I hope it won't be your last. I find The Turning to be an incredibly mature work and it's one of the few CCM albums I return to regularly just because it's so fuckin' good.
posted by hippybear at 11:21 PM on February 20, 2018 [1 favorite]


This afternoon, avoiding work, I checked out a couple of videos of Leslie/Sam Phillips.

The first (link and it's mercifully short) was of her singing "Strength of My Life", a lovely if cloying CCM hit from her early years, at the Dove Awards (the Christian equivalent of the Grammies) in 1985, her hair feathered to the nines, her frilly pink dress the Platonic ideal of frilly pink dresses. She was a glowing talent even then, but even then there was a gravitas that drilled under the facade of the Christian music industry.

The second (link because it's awesome) is of her in 2009 performing four songs for an NPR Tiny Desk Concert, now well established as her identity as Sam, her performance incredibly self-assured and her songs, as Bob Bolen says, "like perfect, miniature pop dramas".

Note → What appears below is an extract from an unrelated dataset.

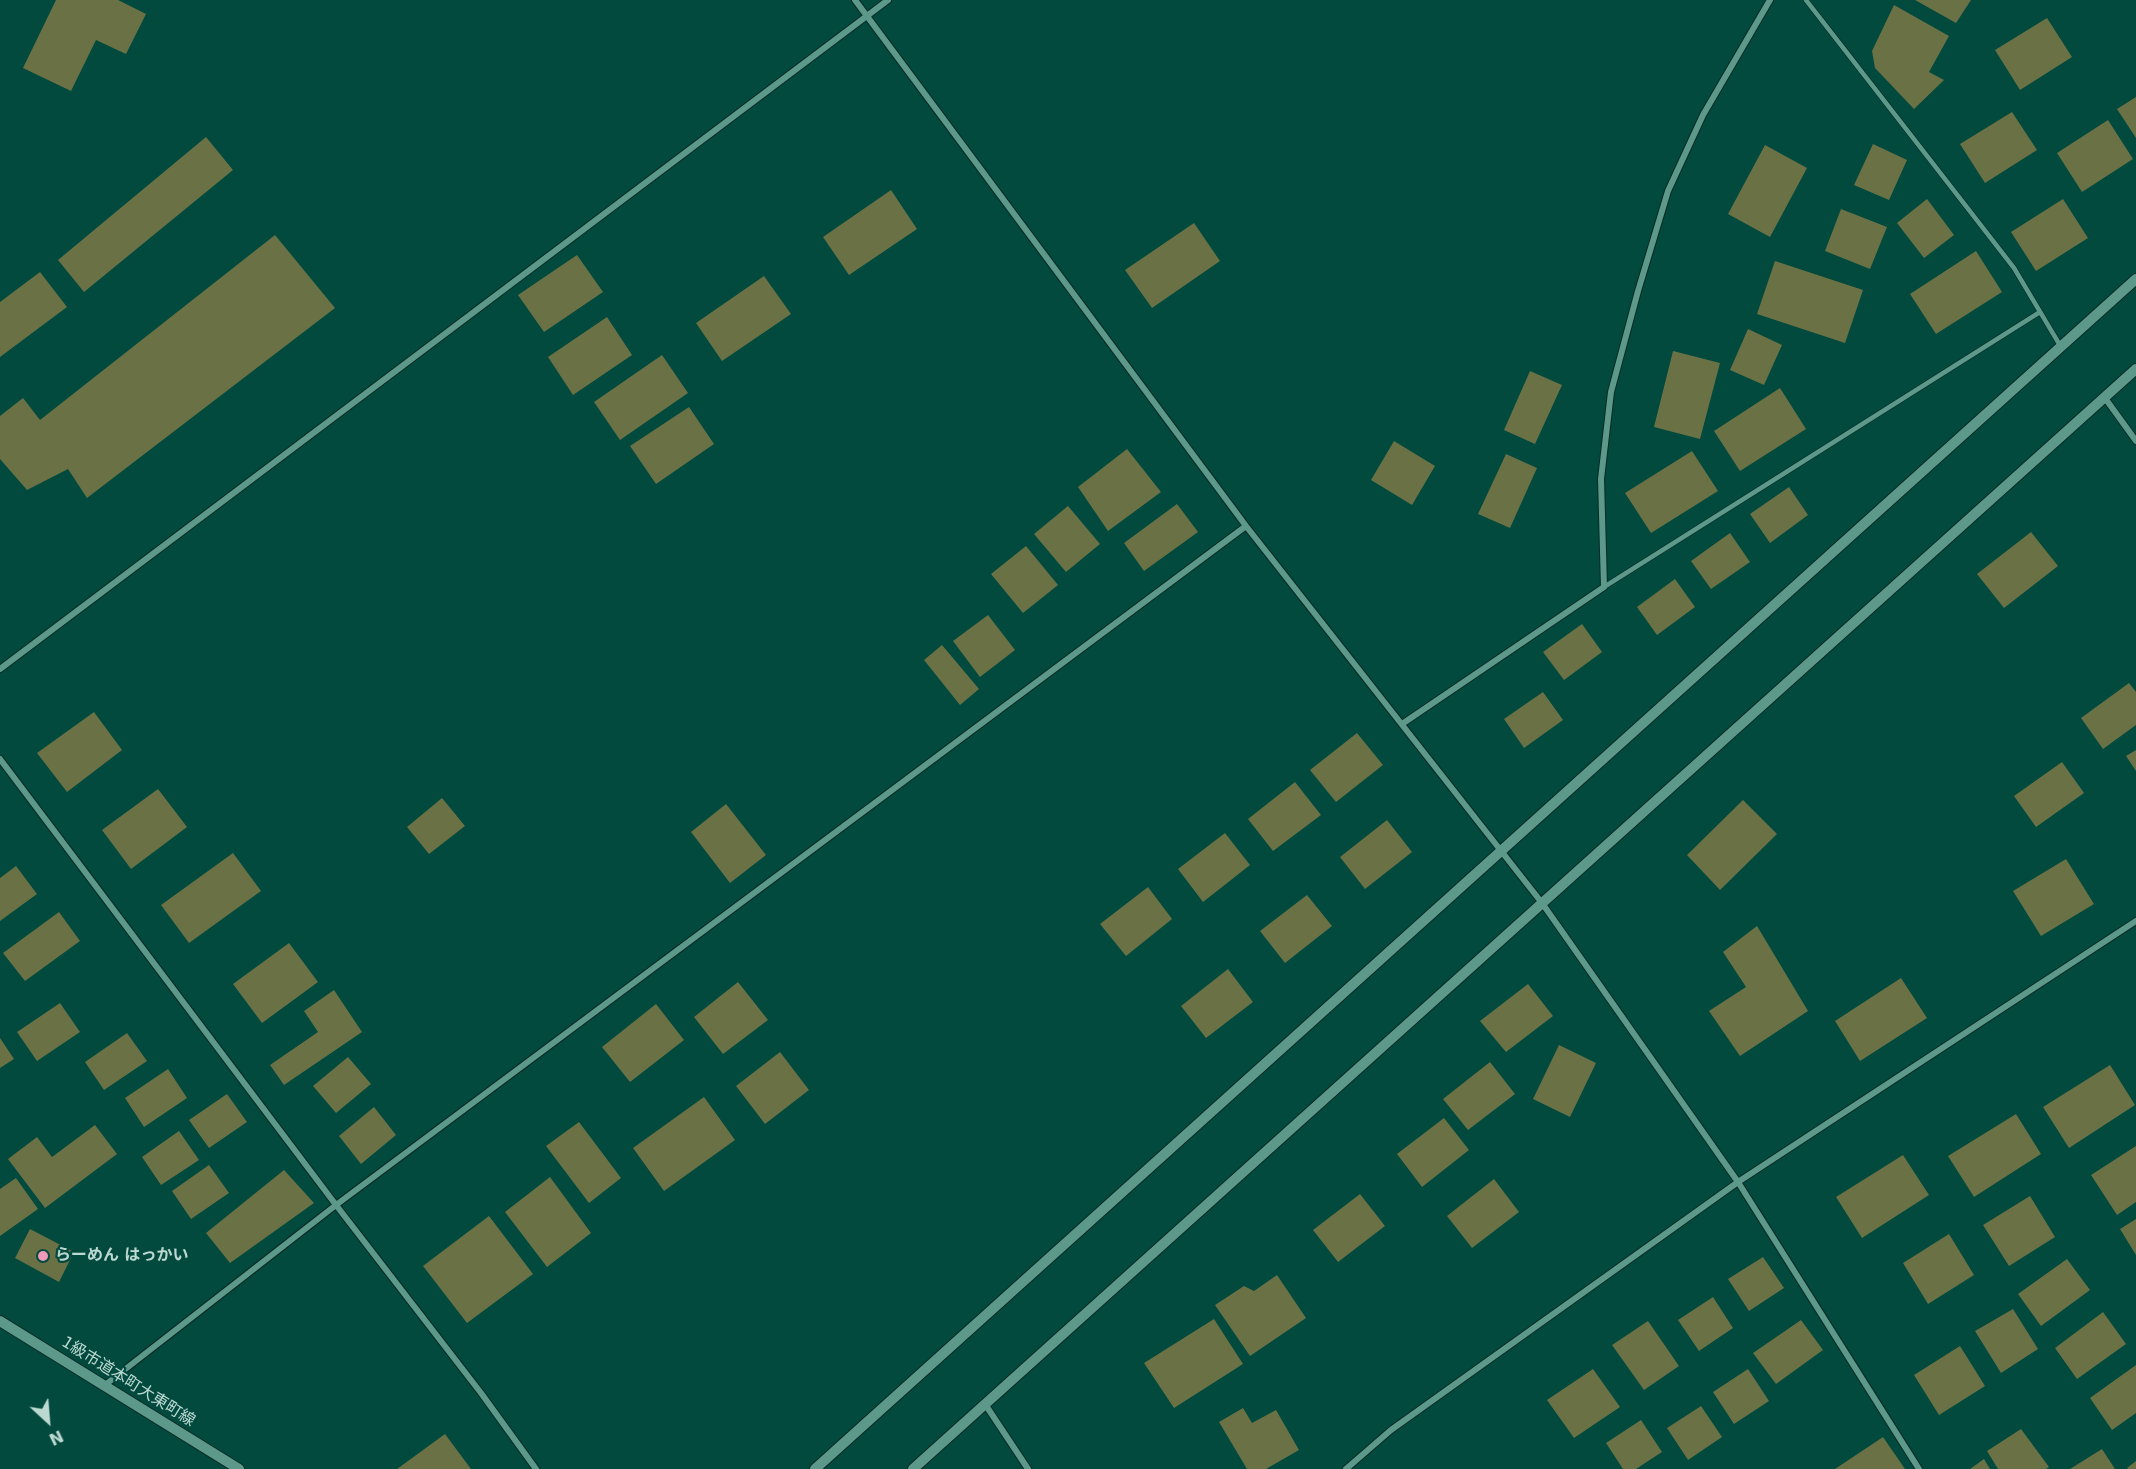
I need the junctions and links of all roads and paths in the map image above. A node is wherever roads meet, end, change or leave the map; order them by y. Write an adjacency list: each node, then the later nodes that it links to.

The Turning was the axis upon which she made her 180 degree turn. It was released on Myrrh Records, her then-current Christian label, with a partnership with A&M (IIRC?) Records for wider distribution. It launched her into a new marriage with Burnett. It enabled her to leave -- forever -- contemporary Christian music, which had been a safe and nurturing fold for her. It remains to this day a great record*.

* One must forgive the prevalence of gated reverb: blame a particular former Genesis drummer.